**TASK REQUIREMENTS:** In the entries below, filter for the word "lane" and copy every matching line.

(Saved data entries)

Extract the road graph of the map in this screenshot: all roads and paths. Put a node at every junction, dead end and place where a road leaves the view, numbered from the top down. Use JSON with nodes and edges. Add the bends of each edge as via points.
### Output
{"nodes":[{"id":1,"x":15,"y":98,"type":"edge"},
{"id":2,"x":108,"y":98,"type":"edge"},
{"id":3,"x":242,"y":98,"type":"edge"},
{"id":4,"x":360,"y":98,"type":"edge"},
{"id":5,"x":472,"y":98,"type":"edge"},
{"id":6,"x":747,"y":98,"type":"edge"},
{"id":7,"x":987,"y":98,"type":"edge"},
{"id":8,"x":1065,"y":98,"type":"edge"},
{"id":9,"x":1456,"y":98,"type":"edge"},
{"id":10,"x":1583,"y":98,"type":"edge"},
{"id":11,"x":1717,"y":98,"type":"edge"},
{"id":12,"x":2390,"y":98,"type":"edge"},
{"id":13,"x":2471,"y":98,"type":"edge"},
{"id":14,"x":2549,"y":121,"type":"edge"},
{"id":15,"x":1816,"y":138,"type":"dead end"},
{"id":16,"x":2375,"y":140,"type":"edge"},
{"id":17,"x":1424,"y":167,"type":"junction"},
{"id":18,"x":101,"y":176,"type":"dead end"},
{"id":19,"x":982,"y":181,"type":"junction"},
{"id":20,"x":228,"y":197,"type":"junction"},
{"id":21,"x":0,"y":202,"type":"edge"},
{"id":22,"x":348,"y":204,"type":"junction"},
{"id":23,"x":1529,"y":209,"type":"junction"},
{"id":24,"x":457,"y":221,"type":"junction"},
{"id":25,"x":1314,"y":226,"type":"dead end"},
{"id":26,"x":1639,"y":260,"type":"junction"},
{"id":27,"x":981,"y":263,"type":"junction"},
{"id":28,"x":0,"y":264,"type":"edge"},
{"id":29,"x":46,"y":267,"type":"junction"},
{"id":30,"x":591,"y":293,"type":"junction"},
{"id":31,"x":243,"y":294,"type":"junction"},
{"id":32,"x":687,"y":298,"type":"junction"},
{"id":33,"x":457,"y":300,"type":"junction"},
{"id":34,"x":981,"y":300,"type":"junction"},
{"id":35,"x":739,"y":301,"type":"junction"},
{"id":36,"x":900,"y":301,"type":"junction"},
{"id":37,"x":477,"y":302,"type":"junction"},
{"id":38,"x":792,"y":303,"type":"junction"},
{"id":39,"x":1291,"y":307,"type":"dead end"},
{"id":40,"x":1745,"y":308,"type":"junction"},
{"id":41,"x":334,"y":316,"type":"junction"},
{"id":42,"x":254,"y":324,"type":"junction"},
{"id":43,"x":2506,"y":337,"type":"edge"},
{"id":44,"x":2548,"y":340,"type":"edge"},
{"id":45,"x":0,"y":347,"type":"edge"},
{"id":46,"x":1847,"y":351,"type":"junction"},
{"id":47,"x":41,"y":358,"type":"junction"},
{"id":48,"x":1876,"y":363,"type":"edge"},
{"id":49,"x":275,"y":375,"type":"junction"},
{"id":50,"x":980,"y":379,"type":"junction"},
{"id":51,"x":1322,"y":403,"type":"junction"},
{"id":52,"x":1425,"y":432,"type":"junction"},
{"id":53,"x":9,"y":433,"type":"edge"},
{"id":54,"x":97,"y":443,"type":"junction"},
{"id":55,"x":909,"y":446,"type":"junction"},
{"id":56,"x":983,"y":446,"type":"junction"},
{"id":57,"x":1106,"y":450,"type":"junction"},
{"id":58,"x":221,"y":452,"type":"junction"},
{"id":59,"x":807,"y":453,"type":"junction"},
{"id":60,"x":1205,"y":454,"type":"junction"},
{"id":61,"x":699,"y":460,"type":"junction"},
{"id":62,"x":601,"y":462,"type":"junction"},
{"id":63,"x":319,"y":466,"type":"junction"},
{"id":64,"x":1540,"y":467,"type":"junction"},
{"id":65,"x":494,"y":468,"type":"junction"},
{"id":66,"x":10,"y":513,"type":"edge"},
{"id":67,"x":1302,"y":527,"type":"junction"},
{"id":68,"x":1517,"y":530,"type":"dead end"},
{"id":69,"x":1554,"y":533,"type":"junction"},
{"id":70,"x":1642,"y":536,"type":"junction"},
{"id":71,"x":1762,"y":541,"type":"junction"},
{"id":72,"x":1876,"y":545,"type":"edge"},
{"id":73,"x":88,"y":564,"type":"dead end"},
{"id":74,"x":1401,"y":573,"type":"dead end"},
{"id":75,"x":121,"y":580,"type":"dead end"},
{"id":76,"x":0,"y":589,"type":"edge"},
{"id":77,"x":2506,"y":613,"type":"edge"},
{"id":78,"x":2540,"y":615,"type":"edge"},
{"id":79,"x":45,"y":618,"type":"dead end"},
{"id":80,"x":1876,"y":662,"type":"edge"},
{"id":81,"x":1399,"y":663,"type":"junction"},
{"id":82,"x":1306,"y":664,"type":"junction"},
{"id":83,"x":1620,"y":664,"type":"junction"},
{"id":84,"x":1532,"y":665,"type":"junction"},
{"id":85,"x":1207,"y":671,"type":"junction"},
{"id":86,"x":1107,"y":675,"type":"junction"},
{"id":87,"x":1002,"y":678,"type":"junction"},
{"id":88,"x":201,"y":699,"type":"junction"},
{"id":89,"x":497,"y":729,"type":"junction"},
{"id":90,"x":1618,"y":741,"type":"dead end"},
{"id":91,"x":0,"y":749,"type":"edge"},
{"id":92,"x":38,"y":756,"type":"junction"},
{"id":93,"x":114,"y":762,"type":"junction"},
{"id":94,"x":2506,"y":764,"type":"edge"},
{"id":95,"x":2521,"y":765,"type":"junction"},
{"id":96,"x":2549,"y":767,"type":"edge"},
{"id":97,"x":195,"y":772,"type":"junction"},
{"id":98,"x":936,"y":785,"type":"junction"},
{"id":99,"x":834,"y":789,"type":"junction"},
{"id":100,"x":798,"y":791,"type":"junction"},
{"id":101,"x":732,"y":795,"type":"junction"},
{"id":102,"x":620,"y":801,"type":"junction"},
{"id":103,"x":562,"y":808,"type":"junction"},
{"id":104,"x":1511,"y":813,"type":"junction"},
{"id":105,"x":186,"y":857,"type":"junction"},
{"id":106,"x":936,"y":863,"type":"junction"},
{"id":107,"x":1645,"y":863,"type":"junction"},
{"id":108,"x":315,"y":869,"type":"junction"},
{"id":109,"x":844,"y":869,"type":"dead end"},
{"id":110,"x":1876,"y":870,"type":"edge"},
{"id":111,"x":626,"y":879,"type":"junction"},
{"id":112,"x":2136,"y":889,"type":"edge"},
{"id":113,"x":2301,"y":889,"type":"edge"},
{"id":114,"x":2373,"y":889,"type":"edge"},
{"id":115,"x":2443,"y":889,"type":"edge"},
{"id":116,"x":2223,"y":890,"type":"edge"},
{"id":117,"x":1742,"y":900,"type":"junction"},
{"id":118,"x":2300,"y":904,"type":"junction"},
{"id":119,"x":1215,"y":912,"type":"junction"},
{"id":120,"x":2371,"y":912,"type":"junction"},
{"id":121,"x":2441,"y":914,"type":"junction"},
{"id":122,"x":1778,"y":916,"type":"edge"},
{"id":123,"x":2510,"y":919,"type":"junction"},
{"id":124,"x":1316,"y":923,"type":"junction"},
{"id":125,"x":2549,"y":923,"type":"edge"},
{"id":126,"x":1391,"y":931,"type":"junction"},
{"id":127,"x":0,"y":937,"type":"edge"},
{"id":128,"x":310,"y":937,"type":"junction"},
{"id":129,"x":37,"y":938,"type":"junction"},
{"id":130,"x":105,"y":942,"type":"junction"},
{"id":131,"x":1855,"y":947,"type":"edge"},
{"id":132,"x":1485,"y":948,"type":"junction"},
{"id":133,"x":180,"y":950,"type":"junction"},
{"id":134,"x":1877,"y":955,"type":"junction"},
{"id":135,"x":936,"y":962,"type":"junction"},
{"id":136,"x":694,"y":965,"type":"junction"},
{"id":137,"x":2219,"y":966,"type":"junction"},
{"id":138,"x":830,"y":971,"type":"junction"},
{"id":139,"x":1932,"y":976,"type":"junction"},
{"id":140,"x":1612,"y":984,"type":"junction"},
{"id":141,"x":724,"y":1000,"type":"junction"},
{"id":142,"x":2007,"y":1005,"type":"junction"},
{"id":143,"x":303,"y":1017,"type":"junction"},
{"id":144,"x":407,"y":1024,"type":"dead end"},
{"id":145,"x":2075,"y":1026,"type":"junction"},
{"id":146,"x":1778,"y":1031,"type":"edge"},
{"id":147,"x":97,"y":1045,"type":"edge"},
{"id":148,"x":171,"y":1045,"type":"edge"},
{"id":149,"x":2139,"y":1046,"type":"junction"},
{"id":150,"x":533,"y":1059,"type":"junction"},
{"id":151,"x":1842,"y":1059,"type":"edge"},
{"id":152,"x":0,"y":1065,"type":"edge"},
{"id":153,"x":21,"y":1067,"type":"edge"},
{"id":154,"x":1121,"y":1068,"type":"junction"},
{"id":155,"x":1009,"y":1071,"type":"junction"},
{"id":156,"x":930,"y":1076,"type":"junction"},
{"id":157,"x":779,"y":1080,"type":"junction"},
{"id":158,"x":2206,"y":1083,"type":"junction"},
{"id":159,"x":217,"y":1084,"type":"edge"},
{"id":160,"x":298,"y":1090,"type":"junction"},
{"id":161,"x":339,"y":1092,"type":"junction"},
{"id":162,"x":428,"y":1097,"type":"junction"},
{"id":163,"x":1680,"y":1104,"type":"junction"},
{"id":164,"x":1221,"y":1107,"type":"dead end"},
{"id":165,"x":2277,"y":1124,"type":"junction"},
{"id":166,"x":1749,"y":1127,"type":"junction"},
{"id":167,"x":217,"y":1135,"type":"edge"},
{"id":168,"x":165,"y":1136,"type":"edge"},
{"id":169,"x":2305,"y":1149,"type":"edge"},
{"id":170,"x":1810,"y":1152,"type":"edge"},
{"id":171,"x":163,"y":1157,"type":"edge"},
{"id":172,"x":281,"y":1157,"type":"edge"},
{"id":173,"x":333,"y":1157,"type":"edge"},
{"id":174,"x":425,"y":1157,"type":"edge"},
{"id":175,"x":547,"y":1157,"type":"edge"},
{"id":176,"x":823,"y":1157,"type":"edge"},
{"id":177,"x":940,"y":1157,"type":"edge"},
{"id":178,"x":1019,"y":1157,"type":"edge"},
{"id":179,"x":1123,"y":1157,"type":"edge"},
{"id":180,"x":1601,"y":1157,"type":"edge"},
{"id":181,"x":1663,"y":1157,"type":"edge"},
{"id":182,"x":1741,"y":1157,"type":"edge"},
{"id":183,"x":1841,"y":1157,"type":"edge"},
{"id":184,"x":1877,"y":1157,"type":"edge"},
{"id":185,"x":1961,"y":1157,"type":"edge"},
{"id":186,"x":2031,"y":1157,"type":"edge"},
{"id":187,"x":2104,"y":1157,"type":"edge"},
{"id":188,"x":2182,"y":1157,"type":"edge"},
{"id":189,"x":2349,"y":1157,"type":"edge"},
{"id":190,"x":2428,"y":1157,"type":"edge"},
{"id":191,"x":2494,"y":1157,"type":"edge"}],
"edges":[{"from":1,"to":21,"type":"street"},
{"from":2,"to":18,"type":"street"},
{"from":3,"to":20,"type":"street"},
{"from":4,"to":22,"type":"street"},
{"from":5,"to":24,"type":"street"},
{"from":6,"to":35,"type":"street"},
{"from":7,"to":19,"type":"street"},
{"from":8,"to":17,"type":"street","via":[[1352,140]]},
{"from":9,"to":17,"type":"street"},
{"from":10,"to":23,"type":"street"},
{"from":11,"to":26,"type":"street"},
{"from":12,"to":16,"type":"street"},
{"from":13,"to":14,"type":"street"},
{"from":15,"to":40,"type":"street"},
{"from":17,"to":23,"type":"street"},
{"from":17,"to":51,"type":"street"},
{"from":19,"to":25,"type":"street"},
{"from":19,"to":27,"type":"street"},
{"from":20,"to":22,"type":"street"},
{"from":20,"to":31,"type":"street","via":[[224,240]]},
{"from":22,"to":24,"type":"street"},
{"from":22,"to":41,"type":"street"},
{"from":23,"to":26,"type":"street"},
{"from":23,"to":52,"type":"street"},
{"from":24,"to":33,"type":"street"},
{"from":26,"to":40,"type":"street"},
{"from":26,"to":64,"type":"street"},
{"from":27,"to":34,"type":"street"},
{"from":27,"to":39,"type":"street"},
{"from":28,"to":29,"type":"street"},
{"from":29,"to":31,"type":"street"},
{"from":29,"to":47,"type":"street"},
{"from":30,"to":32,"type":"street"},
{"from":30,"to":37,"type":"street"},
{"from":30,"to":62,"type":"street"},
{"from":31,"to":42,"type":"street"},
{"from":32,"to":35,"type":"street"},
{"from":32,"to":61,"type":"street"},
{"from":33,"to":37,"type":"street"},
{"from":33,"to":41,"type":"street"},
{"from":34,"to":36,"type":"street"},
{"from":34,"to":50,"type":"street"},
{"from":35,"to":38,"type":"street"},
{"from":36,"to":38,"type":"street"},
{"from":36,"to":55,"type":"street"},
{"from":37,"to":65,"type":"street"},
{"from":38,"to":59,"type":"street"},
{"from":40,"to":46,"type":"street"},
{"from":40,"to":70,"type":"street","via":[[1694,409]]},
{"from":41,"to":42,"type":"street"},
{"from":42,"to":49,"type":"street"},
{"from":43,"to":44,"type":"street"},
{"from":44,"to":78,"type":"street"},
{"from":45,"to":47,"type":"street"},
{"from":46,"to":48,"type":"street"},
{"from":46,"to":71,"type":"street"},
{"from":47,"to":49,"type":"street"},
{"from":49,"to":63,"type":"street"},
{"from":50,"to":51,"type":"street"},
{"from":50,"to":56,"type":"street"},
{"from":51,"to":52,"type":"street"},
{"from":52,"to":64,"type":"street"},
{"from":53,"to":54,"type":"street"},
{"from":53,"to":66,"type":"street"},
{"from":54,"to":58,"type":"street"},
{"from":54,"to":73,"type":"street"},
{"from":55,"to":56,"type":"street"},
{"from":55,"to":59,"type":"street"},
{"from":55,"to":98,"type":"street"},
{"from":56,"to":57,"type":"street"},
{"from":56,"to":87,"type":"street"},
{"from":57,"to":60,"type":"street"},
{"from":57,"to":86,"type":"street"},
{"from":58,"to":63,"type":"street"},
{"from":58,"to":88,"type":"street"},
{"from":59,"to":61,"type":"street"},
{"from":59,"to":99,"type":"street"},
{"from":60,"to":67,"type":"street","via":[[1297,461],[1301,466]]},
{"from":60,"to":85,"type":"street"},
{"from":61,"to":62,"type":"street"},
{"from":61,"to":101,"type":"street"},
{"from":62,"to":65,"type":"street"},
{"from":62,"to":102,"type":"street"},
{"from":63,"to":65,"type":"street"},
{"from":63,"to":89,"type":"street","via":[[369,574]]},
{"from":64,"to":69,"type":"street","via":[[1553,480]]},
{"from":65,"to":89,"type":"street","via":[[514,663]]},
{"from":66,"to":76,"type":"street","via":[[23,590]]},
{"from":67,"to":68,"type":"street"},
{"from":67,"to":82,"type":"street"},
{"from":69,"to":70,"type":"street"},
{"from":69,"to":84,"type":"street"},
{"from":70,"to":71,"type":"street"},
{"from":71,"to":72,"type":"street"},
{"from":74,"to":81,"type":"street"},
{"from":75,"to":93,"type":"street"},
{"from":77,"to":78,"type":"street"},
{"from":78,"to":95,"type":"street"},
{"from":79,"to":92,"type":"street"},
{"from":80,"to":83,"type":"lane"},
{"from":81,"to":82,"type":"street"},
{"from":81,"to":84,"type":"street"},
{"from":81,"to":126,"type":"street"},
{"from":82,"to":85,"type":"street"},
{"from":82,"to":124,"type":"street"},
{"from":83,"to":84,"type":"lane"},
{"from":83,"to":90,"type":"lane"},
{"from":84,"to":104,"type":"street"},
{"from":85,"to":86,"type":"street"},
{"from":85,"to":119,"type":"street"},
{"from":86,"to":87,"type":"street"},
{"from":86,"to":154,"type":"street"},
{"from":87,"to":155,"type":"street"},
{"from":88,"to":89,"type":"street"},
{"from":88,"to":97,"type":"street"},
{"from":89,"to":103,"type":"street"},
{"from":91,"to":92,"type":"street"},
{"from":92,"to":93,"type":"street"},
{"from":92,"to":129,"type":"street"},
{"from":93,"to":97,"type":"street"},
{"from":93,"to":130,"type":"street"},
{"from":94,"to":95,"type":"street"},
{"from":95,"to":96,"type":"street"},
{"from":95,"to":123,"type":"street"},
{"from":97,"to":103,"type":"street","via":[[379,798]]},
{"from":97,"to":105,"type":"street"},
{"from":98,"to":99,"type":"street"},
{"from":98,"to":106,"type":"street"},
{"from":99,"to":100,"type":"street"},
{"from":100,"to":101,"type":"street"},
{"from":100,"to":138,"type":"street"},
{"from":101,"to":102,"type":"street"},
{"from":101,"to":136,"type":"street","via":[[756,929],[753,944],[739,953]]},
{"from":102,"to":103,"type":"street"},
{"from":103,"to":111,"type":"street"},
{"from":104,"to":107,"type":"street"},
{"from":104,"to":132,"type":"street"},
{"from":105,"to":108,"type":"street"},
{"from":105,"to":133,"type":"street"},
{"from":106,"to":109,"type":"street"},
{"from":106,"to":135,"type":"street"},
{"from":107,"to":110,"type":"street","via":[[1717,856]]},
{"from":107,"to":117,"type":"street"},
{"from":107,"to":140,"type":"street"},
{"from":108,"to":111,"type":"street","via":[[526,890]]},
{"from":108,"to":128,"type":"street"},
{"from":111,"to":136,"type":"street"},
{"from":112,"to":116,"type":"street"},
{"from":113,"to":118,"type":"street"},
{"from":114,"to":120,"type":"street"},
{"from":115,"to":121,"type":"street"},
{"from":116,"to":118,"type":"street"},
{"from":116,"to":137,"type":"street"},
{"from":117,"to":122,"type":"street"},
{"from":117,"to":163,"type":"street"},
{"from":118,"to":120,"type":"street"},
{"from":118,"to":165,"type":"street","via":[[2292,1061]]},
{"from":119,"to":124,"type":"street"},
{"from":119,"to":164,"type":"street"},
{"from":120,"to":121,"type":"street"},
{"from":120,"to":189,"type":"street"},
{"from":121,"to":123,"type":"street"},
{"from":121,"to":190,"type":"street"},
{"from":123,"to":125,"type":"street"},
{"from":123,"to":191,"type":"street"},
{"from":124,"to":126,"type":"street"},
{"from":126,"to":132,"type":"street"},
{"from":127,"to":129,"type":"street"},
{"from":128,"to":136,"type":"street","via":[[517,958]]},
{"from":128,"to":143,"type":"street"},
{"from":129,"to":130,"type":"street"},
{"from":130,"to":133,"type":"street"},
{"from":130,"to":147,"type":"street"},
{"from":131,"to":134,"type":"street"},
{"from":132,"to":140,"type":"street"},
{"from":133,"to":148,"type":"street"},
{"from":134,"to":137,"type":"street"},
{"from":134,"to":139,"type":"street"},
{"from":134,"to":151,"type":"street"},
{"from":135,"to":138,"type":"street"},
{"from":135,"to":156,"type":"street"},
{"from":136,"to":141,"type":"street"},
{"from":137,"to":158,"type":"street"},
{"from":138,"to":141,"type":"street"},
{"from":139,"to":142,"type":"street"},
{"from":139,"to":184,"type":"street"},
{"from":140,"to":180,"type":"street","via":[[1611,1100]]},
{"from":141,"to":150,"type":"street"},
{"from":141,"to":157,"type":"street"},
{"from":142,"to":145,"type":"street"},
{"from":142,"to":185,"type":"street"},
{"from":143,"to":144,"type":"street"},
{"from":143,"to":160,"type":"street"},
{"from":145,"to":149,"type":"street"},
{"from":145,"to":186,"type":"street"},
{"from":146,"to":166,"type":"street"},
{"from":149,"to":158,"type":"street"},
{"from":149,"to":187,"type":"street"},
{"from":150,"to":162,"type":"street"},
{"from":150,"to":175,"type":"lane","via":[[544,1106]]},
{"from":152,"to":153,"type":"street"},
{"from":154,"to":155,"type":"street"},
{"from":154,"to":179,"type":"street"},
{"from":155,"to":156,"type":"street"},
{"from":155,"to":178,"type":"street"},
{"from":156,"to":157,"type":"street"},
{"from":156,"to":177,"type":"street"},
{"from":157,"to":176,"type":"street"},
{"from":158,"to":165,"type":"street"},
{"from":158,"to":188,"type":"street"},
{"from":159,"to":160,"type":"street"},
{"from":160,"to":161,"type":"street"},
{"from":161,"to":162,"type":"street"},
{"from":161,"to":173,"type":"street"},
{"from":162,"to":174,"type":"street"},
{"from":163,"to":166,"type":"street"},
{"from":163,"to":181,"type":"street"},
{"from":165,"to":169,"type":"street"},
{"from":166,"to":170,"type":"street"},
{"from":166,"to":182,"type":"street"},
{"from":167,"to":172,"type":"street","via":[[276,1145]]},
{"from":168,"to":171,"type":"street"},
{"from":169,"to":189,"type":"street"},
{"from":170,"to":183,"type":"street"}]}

**TASK OUTPUT:**
{"from":80,"to":83,"type":"lane"},
{"from":83,"to":84,"type":"lane"},
{"from":83,"to":90,"type":"lane"},
{"from":150,"to":175,"type":"lane","via":[[544,1106]]},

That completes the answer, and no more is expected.